Comment 1 Allan Sandfeld Jensen 2013-05-15 07:18:26 PDT
Created attachment 201825 [details]
Patch
Comment 2 WebKit Commit Bot 2013-05-15 07:20:10 PDT
Attachment 201825 [details] did not pass style-queue:

Failed to run "['Tools/Scripts/check-webkit-style', '--diff-files', u'Source/WTF/ChangeLog', u'Source/WTF/wtf/MathExtras.h', u'Source/WebCore/ChangeLog', u'Source/WebCore/platform/graphics/filters/FEBlend.cpp', u'Source/WebCore/platform/image-decoders/png/PNGImageDecoder.cpp']" exit_code: 1
Source/WebCore/platform/image-decoders/png/PNGImageDecoder.cpp:417:  setPixelRGBA_Premultiplied is incorrectly named.
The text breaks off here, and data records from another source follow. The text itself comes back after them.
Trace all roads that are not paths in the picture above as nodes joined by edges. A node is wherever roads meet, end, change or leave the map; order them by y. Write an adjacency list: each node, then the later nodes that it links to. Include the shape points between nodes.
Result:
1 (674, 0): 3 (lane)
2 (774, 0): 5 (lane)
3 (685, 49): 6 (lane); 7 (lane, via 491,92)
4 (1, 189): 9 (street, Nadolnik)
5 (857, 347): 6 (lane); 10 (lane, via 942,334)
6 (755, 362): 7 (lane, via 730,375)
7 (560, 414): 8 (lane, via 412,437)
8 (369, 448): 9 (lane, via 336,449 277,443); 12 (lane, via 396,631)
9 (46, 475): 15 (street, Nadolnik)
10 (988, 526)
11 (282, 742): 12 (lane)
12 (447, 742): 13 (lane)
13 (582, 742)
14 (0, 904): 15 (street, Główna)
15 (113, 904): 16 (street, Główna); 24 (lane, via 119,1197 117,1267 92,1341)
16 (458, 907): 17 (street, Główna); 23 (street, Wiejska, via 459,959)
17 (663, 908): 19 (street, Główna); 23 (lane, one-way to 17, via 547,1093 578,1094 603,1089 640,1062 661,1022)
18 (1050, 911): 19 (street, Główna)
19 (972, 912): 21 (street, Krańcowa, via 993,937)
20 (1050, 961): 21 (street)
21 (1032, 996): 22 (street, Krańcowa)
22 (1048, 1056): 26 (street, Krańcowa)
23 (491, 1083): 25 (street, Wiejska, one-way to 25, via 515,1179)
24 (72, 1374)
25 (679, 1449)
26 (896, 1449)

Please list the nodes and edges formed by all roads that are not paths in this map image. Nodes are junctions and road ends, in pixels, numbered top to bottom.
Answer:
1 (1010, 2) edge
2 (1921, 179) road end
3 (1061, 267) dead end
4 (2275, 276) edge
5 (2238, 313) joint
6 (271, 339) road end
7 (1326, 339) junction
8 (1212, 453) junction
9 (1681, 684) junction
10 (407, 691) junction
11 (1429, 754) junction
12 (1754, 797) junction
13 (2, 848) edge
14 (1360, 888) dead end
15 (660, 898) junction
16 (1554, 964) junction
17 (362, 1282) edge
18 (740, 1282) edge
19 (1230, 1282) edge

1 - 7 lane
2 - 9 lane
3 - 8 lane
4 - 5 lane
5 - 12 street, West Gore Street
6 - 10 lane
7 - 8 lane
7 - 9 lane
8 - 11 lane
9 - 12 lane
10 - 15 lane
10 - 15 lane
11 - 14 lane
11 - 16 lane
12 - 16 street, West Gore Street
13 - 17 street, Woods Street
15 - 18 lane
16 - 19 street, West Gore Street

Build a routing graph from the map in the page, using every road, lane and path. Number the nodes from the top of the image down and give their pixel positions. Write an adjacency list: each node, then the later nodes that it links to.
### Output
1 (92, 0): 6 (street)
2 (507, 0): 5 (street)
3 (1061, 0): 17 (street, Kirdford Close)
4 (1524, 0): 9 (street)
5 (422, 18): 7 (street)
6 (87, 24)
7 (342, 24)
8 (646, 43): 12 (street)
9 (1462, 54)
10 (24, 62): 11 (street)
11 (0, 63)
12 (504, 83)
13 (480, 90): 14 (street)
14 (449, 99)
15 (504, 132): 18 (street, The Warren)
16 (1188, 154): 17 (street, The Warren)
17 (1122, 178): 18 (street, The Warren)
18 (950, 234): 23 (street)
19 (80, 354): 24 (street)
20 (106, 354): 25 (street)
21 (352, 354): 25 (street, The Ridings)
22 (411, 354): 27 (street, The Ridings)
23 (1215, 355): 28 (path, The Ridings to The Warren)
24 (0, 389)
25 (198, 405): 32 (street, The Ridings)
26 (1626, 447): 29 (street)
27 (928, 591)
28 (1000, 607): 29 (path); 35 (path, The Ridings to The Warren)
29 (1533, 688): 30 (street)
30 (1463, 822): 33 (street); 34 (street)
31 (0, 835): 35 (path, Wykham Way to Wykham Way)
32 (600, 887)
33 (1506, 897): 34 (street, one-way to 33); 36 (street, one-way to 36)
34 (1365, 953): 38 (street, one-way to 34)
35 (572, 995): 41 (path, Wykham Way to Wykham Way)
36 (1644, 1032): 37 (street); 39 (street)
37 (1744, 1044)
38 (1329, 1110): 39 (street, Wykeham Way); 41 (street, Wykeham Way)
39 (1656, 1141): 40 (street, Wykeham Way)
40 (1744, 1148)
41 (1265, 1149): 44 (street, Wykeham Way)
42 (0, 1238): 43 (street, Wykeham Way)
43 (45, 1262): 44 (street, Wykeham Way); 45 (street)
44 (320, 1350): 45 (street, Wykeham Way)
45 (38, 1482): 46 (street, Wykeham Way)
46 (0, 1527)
Don't use underscores in your identifier names.  [readability/naming/underscores] [4]
Total errors found: 1 in 5 files


If any of these errors are false positives, please file a bug against check-webkit-style.
Comment 3 Benjamin Poulain 2013-05-15 14:12:34 PDT
Comment on attachment 201825 [details]
Patch

View in context: https://bugs.webkit.org/attachment.cgi?id=201825&action=review

This looks like a step in the right direction. I have a couple of comments:

> Source/WebCore/ChangeLog:13
> +        Together with automatic vectorization by the compiler this provides slightly
> +        over 2x speed-up on PNGImageDecoder::rowAvailable and shaves off 12-25% on
> +        PNG decoding in general.

This is rather unimpressive. Vectorized premultiplication is usually > 4 times faster (vector gain + preload gain + math gain).
Are you sure the compiler is not fucking up somewhere?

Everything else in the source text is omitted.